[Stored data]
Start of Block

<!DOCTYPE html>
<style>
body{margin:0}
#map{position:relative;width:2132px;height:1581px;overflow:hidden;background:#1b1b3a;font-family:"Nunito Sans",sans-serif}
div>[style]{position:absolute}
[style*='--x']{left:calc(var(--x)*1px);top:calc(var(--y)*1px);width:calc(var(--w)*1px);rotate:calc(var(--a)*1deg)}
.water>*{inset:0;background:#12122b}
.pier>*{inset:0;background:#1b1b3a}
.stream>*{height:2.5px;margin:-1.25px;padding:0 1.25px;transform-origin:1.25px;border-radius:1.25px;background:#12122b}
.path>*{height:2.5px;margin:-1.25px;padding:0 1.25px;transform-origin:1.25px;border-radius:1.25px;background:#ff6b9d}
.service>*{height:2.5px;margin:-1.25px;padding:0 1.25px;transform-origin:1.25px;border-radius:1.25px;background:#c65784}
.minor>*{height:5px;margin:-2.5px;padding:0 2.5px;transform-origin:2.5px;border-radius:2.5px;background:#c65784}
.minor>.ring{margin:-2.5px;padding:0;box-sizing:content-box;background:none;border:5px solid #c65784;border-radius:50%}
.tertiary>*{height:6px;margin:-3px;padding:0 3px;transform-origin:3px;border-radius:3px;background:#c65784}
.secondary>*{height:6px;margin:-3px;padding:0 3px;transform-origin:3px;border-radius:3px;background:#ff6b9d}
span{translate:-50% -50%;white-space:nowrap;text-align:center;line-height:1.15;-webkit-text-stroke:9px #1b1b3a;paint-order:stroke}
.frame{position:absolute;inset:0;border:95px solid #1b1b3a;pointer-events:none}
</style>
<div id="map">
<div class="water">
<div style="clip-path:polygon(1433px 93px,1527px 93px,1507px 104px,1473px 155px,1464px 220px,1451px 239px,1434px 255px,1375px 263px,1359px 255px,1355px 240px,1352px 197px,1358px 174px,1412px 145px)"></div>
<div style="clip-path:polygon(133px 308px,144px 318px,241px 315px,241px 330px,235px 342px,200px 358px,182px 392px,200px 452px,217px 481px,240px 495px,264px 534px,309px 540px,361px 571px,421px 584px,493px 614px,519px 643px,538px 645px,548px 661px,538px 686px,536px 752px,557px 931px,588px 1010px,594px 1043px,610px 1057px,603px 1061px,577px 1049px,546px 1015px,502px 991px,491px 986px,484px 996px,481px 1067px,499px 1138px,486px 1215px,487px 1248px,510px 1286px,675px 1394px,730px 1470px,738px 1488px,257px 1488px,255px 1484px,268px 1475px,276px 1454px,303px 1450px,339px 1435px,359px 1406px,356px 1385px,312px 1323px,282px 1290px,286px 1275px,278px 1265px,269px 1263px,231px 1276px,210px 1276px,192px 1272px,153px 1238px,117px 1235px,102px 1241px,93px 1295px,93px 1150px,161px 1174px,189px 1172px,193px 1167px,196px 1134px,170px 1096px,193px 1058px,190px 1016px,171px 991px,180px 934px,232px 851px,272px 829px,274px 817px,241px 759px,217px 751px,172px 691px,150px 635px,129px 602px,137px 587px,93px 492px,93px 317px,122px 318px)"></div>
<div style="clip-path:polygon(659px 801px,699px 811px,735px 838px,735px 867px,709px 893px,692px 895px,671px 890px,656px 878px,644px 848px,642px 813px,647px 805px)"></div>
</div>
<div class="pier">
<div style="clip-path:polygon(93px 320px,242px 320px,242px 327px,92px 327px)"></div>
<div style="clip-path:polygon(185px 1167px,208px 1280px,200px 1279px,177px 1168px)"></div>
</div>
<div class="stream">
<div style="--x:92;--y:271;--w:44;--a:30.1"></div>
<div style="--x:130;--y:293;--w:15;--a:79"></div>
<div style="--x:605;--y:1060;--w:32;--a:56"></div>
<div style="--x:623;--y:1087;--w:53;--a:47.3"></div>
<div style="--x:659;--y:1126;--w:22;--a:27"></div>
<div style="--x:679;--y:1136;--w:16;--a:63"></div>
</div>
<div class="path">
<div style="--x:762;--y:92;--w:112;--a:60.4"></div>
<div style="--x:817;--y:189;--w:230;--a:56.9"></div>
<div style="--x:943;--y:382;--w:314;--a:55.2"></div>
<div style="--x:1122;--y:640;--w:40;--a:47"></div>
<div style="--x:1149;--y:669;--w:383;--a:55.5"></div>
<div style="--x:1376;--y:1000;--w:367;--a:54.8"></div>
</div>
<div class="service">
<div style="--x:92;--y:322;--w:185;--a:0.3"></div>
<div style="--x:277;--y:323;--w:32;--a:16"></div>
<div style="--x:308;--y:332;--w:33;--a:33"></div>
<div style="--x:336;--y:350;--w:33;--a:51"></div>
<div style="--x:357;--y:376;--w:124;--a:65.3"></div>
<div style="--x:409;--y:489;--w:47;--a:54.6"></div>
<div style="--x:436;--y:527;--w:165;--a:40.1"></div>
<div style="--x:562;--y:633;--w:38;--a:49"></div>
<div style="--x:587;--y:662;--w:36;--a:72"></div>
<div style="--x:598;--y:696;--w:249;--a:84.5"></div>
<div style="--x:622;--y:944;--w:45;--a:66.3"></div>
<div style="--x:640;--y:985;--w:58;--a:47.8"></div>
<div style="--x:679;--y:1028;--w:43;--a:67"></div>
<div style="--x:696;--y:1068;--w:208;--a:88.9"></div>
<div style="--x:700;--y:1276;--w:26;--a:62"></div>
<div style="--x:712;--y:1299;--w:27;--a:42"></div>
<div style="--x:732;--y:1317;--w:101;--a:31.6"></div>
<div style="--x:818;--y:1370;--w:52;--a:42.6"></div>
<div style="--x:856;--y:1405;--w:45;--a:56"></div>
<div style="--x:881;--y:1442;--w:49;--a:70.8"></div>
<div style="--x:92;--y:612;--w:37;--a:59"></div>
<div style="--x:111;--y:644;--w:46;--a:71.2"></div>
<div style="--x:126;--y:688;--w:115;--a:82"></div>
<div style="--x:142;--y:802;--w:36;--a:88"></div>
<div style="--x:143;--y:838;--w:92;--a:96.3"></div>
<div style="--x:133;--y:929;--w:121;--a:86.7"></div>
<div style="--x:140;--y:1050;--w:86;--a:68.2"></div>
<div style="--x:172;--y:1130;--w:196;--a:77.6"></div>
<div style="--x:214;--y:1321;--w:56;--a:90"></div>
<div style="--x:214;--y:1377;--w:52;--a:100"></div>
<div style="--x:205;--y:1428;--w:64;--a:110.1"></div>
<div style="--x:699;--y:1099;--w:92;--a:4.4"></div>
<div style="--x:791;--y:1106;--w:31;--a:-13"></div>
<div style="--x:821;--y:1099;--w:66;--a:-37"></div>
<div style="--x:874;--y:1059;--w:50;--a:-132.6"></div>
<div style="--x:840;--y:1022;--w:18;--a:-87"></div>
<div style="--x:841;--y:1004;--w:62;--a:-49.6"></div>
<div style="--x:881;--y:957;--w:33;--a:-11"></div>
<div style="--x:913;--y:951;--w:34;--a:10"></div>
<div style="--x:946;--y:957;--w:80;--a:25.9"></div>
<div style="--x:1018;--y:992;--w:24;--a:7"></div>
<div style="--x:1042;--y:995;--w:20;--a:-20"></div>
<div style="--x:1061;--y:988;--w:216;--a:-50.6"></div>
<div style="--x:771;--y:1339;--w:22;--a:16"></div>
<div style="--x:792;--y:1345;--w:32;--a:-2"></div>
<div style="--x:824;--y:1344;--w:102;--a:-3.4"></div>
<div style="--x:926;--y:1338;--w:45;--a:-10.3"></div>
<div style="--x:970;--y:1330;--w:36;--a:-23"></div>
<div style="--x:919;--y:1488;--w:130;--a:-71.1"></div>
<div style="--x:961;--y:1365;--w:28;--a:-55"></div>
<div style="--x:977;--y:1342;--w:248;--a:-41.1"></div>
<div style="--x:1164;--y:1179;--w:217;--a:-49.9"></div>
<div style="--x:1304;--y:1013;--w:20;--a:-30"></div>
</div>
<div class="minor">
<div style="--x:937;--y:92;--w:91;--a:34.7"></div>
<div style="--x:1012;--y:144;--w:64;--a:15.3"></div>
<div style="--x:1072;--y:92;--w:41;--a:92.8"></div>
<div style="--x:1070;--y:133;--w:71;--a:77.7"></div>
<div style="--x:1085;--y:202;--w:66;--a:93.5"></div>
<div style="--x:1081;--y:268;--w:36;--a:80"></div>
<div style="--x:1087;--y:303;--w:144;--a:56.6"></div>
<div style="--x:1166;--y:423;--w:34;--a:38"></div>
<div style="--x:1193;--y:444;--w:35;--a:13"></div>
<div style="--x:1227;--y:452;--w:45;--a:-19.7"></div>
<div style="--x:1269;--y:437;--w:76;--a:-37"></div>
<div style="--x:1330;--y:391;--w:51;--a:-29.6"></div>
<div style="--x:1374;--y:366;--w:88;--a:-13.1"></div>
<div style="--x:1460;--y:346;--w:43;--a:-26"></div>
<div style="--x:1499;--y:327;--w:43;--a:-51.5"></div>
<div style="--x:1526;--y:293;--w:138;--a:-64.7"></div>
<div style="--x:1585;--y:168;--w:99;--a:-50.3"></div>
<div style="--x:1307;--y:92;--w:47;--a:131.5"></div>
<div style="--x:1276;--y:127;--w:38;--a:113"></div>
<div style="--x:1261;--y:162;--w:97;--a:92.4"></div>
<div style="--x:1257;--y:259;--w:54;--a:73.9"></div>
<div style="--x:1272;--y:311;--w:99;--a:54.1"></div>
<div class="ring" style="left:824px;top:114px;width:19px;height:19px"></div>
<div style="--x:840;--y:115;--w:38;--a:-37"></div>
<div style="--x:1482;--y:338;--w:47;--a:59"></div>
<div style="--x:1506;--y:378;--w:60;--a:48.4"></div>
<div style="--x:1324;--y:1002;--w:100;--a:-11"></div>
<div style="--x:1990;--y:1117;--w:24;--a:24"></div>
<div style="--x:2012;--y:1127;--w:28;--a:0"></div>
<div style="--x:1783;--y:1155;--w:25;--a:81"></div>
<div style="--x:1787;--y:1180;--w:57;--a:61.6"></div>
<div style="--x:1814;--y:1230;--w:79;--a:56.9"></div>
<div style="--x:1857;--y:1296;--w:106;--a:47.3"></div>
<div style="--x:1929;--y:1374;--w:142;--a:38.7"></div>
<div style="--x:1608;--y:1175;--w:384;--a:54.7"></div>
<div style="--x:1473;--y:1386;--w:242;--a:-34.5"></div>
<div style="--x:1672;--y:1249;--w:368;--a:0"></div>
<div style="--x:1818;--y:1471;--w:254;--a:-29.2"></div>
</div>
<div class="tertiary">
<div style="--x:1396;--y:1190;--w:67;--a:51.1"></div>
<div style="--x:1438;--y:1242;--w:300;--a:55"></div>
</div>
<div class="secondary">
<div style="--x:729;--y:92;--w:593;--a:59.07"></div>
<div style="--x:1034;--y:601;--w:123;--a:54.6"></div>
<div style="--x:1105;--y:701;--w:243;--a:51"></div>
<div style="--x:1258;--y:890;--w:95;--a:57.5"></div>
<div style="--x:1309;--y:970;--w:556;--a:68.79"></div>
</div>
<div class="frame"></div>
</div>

End of Block

**TASK DETAILS**
In the data, how many lines include the string "none"? Reply with only that number.

**TASK OUTPUT**
2